* _Work instruction_: From the first line to the last, output the data exactly as it stands, minus its pictures.

*** Source information Section Begins ***

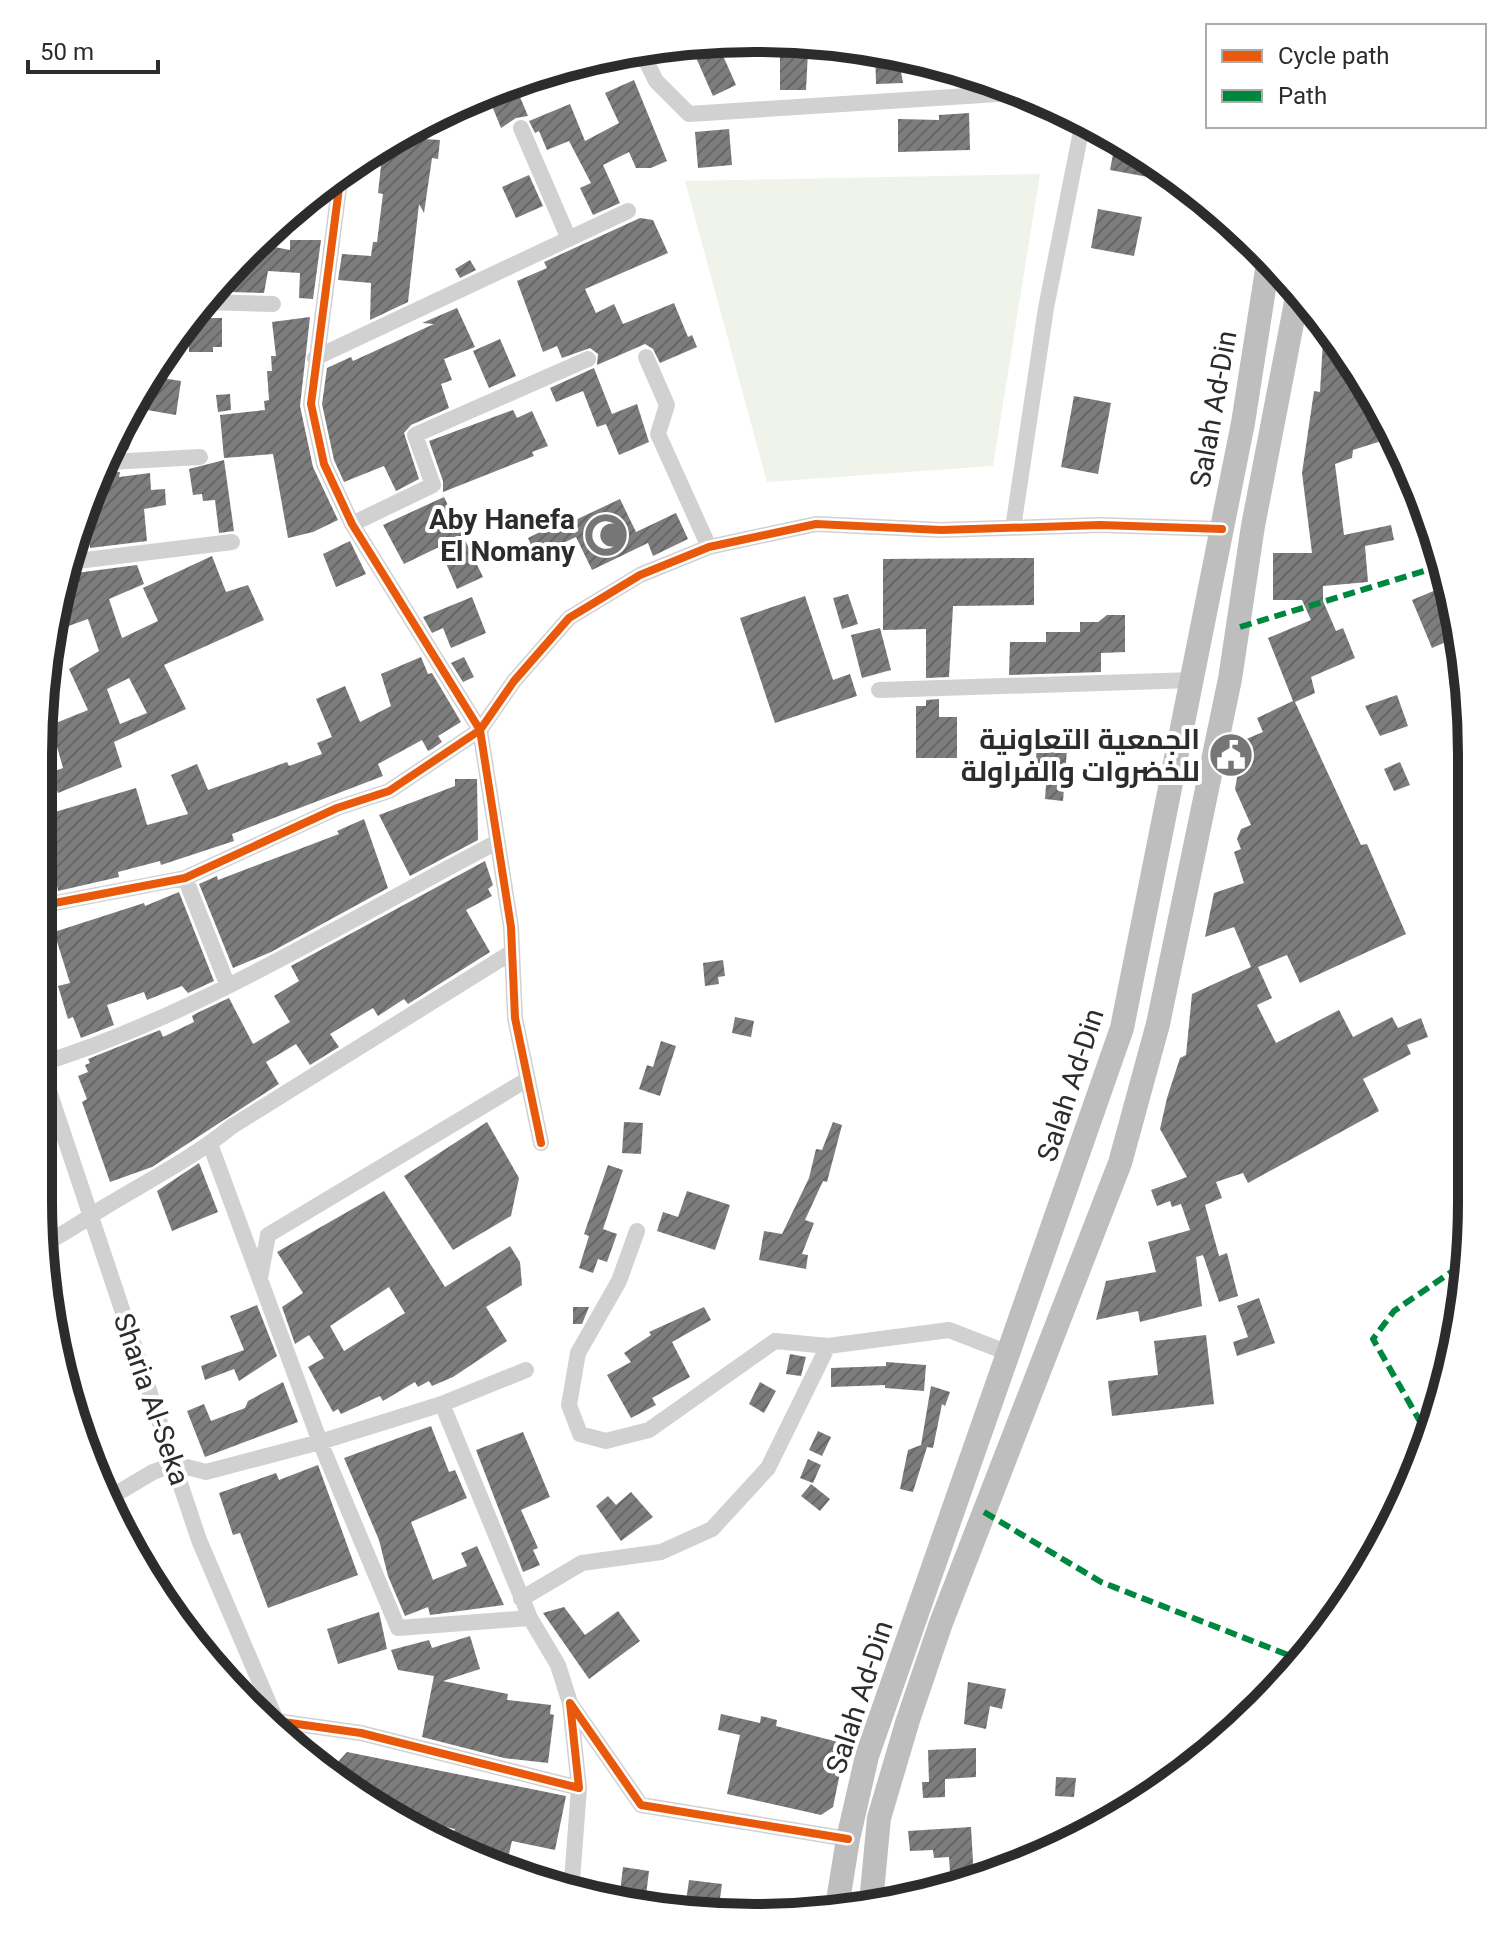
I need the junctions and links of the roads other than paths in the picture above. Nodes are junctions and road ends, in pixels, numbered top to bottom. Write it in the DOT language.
graph roads {
  1 [pos="646,61"];
  2 [pos="994,94"];
  3 [pos="521,128"];
  4 [pos="1081,132"];
  5 [pos="339,188"];
  6 [pos="628,211"];
  7 [pos="569,239"];
  8 [pos="1266,273"];
  9 [pos="217,302"];
  10 [pos="273,304"];
  11 [pos="1295,305"];
  12 [pos="646,357"];
  13 [pos="315,358"];
  14 [pos="588,359"];
  15 [pos="200,457"];
  16 [pos="116,462"];
  17 [pos="352,524"];
  18 [pos="1013,528"];
  19 [pos="1222,529"];
  20 [pos="232,542"];
  21 [pos="709,547"];
  22 [pos="80,561"];
  23 [pos="1193,680"];
  24 [pos="879,690"];
  25 [pos="480,730"];
  26 [pos="497,842"];
  27 [pos="185,878"];
  28 [pos="52,904"];
  29 [pos="512,952"];
  30 [pos="228,986"];
  31 [pos="52,1058"];
  32 [pos="528,1079"];
  33 [pos="52,1101"];
  34 [pos="541,1143"];
  35 [pos="210,1144"];
  36 [pos="89,1216"];
  37 [pos="637,1231"];
  38 [pos="54,1239"];
  39 [pos="260,1279"];
  40 [pos="828,1346"];
  41 [pos="1011,1354"];
  42 [pos="526,1370"];
  43 [pos="442,1404"];
  44 [pos="320,1442"];
  45 [pos="175,1464"];
  46 [pos="116,1494"];
  47 [pos="521,1599"];
  48 [pos="530,1618"];
  49 [pos="570,1703"];
  50 [pos="272,1712"];
  51 [pos="290,1729"];
  52 [pos="579,1788"];
  53 [pos="848,1839"];
  54 [pos="572,1880"];
  55 [pos="872,1894"];
  56 [pos="838,1899"];
  1 -- 2 [label="street"];
  3 -- 7 [label="street"];
  4 -- 18 [label="street"];
  5 -- 13 [label="street"];
  6 -- 7 [label="street"];
  7 -- 13 [label="street"];
  8 -- 19 [label="highway, Salah Ad-Din"];
  9 -- 10 [label="street"];
  11 -- 55 [label="highway, Salah Ad-Din"];
  12 -- 21 [label="street"];
  13 -- 17 [label="street"];
  14 -- 17 [label="street"];
  15 -- 16 [label="street"];
  17 -- 25 [label="street"];
  18 -- 19 [label="street"];
  18 -- 21 [label="street"];
  19 -- 23 [label="highway, Salah Ad-Din"];
  20 -- 22 [label="street"];
  21 -- 25 [label="street"];
  23 -- 24 [label="street"];
  23 -- 41 [label="highway, Salah Ad-Din"];
  25 -- 26 [label="street"];
  25 -- 27 [label="street"];
  26 -- 29 [label="street"];
  26 -- 30 [label="street"];
  27 -- 28 [label="street"];
  27 -- 30 [label="street"];
  29 -- 32 [label="street"];
  29 -- 35 [label="street"];
  30 -- 31 [label="street"];
  32 -- 34 [label="street"];
  32 -- 39 [label="street"];
  33 -- 36 [label="street, Sharia Al-Seka"];
  35 -- 36 [label="street"];
  35 -- 39 [label="street"];
  36 -- 38 [label="street"];
  36 -- 45 [label="street, Sharia Al-Seka"];
  37 -- 40 [label="street"];
  39 -- 44 [label="street"];
  40 -- 41 [label="street"];
  40 -- 47 [label="street"];
  41 -- 53 [label="highway, Salah Ad-Din"];
  42 -- 43 [label="street"];
  43 -- 44 [label="street"];
  43 -- 47 [label="street"];
  44 -- 45 [label="street"];
  44 -- 48 [label="street"];
  45 -- 46 [label="street"];
  45 -- 50 [label="street, Sharia Al-Seka"];
  47 -- 48 [label="street"];
  48 -- 49 [label="street"];
  49 -- 52 [label="street"];
  49 -- 53 [label="street"];
  51 -- 52 [label="street"];
  52 -- 54 [label="street"];
  53 -- 56 [label="highway, Salah Ad-Din"];
}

*** Source information Section Ends ***

* _Output for this exercise_:
I need the junctions and links of the roads other than paths in the picture above. Nodes are junctions and road ends, in pixels, numbered top to bottom. Write it in the DOT language.
graph roads {
  1 [pos="646,61"];
  2 [pos="994,94"];
  3 [pos="521,128"];
  4 [pos="1081,132"];
  5 [pos="339,188"];
  6 [pos="628,211"];
  7 [pos="569,239"];
  8 [pos="1266,273"];
  9 [pos="217,302"];
  10 [pos="273,304"];
  11 [pos="1295,305"];
  12 [pos="646,357"];
  13 [pos="315,358"];
  14 [pos="588,359"];
  15 [pos="200,457"];
  16 [pos="116,462"];
  17 [pos="352,524"];
  18 [pos="1013,528"];
  19 [pos="1222,529"];
  20 [pos="232,542"];
  21 [pos="709,547"];
  22 [pos="80,561"];
  23 [pos="1193,680"];
  24 [pos="879,690"];
  25 [pos="480,730"];
  26 [pos="497,842"];
  27 [pos="185,878"];
  28 [pos="52,904"];
  29 [pos="512,952"];
  30 [pos="228,986"];
  31 [pos="52,1058"];
  32 [pos="528,1079"];
  33 [pos="52,1101"];
  34 [pos="541,1143"];
  35 [pos="210,1144"];
  36 [pos="89,1216"];
  37 [pos="637,1231"];
  38 [pos="54,1239"];
  39 [pos="260,1279"];
  40 [pos="828,1346"];
  41 [pos="1011,1354"];
  42 [pos="526,1370"];
  43 [pos="442,1404"];
  44 [pos="320,1442"];
  45 [pos="175,1464"];
  46 [pos="116,1494"];
  47 [pos="521,1599"];
  48 [pos="530,1618"];
  49 [pos="570,1703"];
  50 [pos="272,1712"];
  51 [pos="290,1729"];
  52 [pos="579,1788"];
  53 [pos="848,1839"];
  54 [pos="572,1880"];
  55 [pos="872,1894"];
  56 [pos="838,1899"];
  1 -- 2 [label="street"];
  3 -- 7 [label="street"];
  4 -- 18 [label="street"];
  5 -- 13 [label="street"];
  6 -- 7 [label="street"];
  7 -- 13 [label="street"];
  8 -- 19 [label="highway, Salah Ad-Din"];
  9 -- 10 [label="street"];
  11 -- 55 [label="highway, Salah Ad-Din"];
  12 -- 21 [label="street"];
  13 -- 17 [label="street"];
  14 -- 17 [label="street"];
  15 -- 16 [label="street"];
  17 -- 25 [label="street"];
  18 -- 19 [label="street"];
  18 -- 21 [label="street"];
  19 -- 23 [label="highway, Salah Ad-Din"];
  20 -- 22 [label="street"];
  21 -- 25 [label="street"];
  23 -- 24 [label="street"];
  23 -- 41 [label="highway, Salah Ad-Din"];
  25 -- 26 [label="street"];
  25 -- 27 [label="street"];
  26 -- 29 [label="street"];
  26 -- 30 [label="street"];
  27 -- 28 [label="street"];
  27 -- 30 [label="street"];
  29 -- 32 [label="street"];
  29 -- 35 [label="street"];
  30 -- 31 [label="street"];
  32 -- 34 [label="street"];
  32 -- 39 [label="street"];
  33 -- 36 [label="street, Sharia Al-Seka"];
  35 -- 36 [label="street"];
  35 -- 39 [label="street"];
  36 -- 38 [label="street"];
  36 -- 45 [label="street, Sharia Al-Seka"];
  37 -- 40 [label="street"];
  39 -- 44 [label="street"];
  40 -- 41 [label="street"];
  40 -- 47 [label="street"];
  41 -- 53 [label="highway, Salah Ad-Din"];
  42 -- 43 [label="street"];
  43 -- 44 [label="street"];
  43 -- 47 [label="street"];
  44 -- 45 [label="street"];
  44 -- 48 [label="street"];
  45 -- 46 [label="street"];
  45 -- 50 [label="street, Sharia Al-Seka"];
  47 -- 48 [label="street"];
  48 -- 49 [label="street"];
  49 -- 52 [label="street"];
  49 -- 53 [label="street"];
  51 -- 52 [label="street"];
  52 -- 54 [label="street"];
  53 -- 56 [label="highway, Salah Ad-Din"];
}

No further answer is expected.